In the depicted scheme, the data is “double-pumped,” which means that data bits are transmitted on both the rising and falling edges of a clock, thereby effectively doubling the data bit rate. Each data transmitter 105 has flops 111, 112 coupled to feed data bits from a data source (e.g., read FIFO) through a 2:1 multiplexer 109 to a differential output driver 107 (e.g., a current mode driver to generate a differential voltage across termination resistors, not shown). (Note that for simplicity sake, the output drivers are represented simply using driver block symbols. Skilled persons will appreciate, however, that actual implementations may include other blocks such as transmitter equalization circuitry, finite state machine and other non-timing critical logic, as well as more time critical circuits such as transmitter serializers, pre-driver blocks, and/or current-steering current-mode digital-to-analog converter circuits. In some embodiments, such timing critical circuits may be supplied with a separate supply such as a filtered analog supply.) The clocks for the flops are provided from a PLL 119, which also feeds a single-ended to differential buffer 116 to provide the clock to an output clock driver 117 in each clock transmitter 115 to be forwarded to an associated receiver.
The clock receivers 135 comprise a differential receiver 137 to receive the clock from an associated clock transmitter. The receiver 137 provides the received clock to a delay locked loop (DLL) 139, which typically provides the clock at two or more different delay values (as dictated by control circuitry, not shown) to its associated N data receivers.
Each data receiver 125 has a differential receiver 127, a phase interpolator circuit (PI) 129, and a sampling latch 131. A transmitted data signal is received by the receiver 127, which provides it to the latch in a suitable form.

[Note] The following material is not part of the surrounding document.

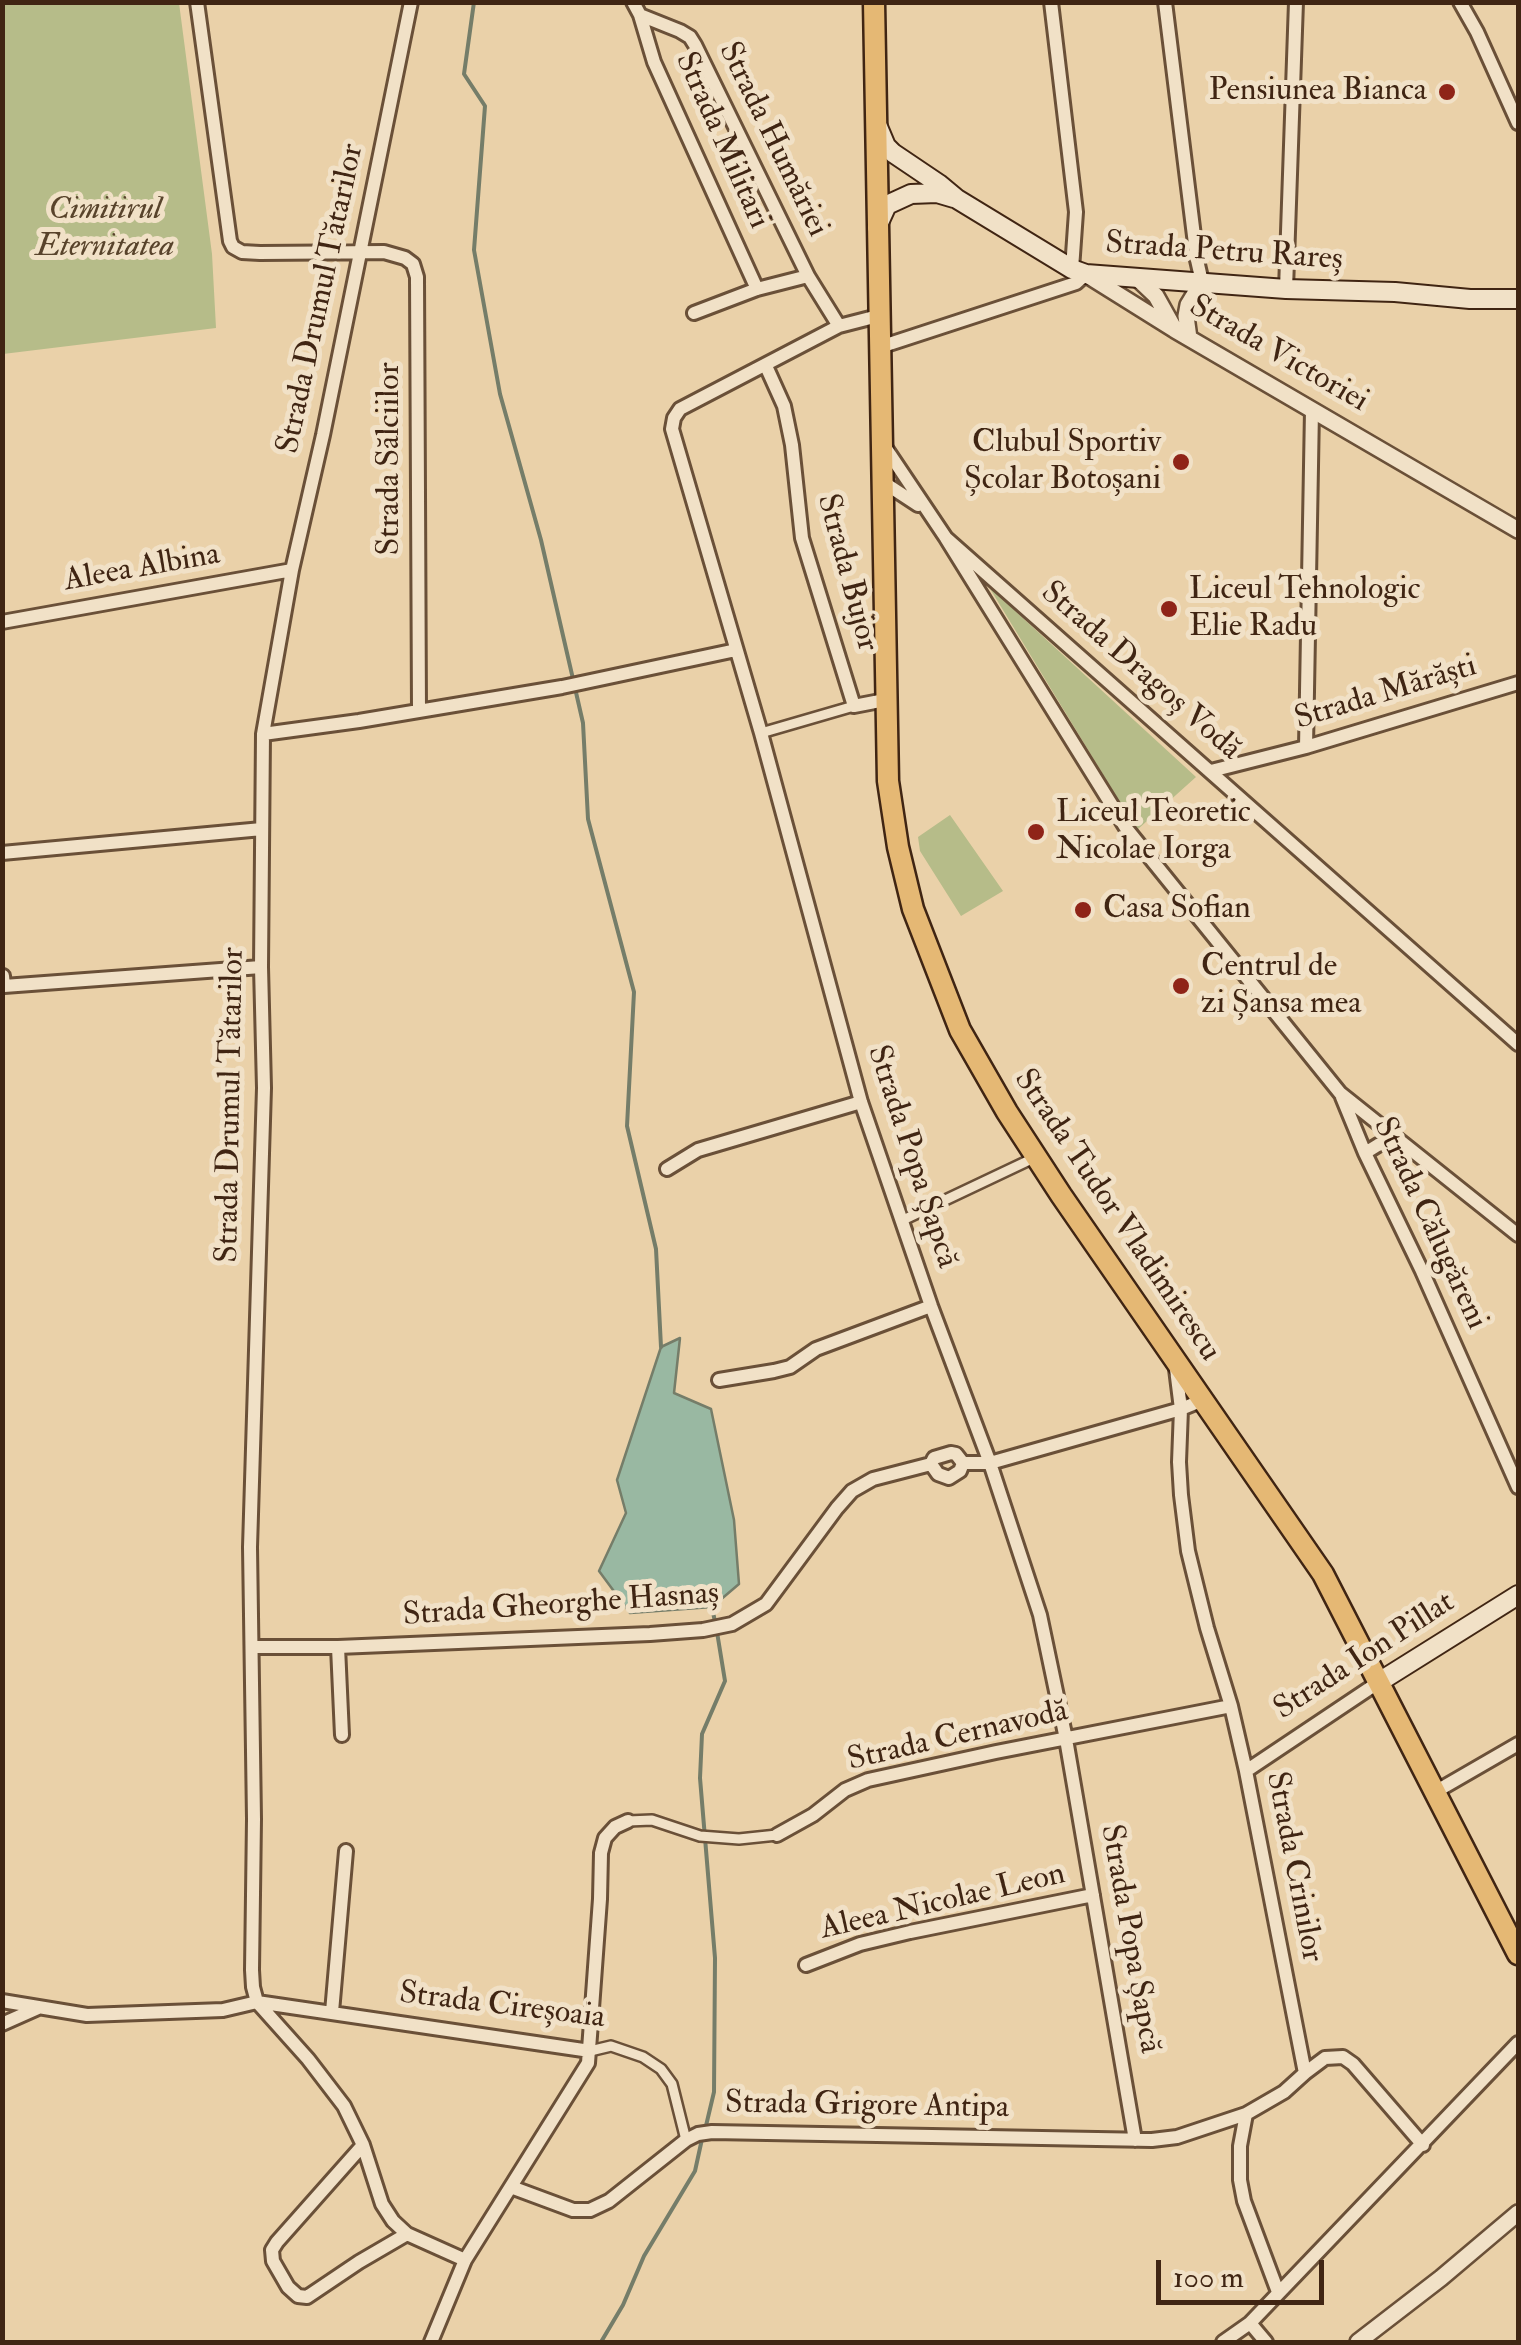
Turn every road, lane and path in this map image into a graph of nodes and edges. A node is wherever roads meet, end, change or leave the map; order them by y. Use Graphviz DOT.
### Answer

The latch samples (or captures) a data value in each data signal phase off of an edge of a clock that is generated by the PI 129. From here, it is transferred downstream into a suitable memory buffer and/or into other memory (not shown).
The phase of the PI generated clock is dictated by the clock phases provided to the PI from the DLL 139. During initialization or calibration, training sequences are transmitted from the transmitters in each agent to their associated receivers for among other reasons, to set the DLLs in order to sample the data sufficiently within the center of the data phase. This compensates for jitter due to factors such as process and temperature variations. Unfortunately, this calibration or training can be impaired due to non-ideal conditions such as when noise is generated in the transmitter. For example, simultaneous switching noise (SSN) may be generated within the transmitters when transitions occur at the same time over the several lanes in a link. To reduce the affects of noise, in some cases, separate supplies may be used for the more timing critical blocks in a transmitter. Unfortunately, however, this may not be practical or it may not be sufficient, e.g., to meet more ambitious jitter requirements. Accordingly, new solutions may be desired.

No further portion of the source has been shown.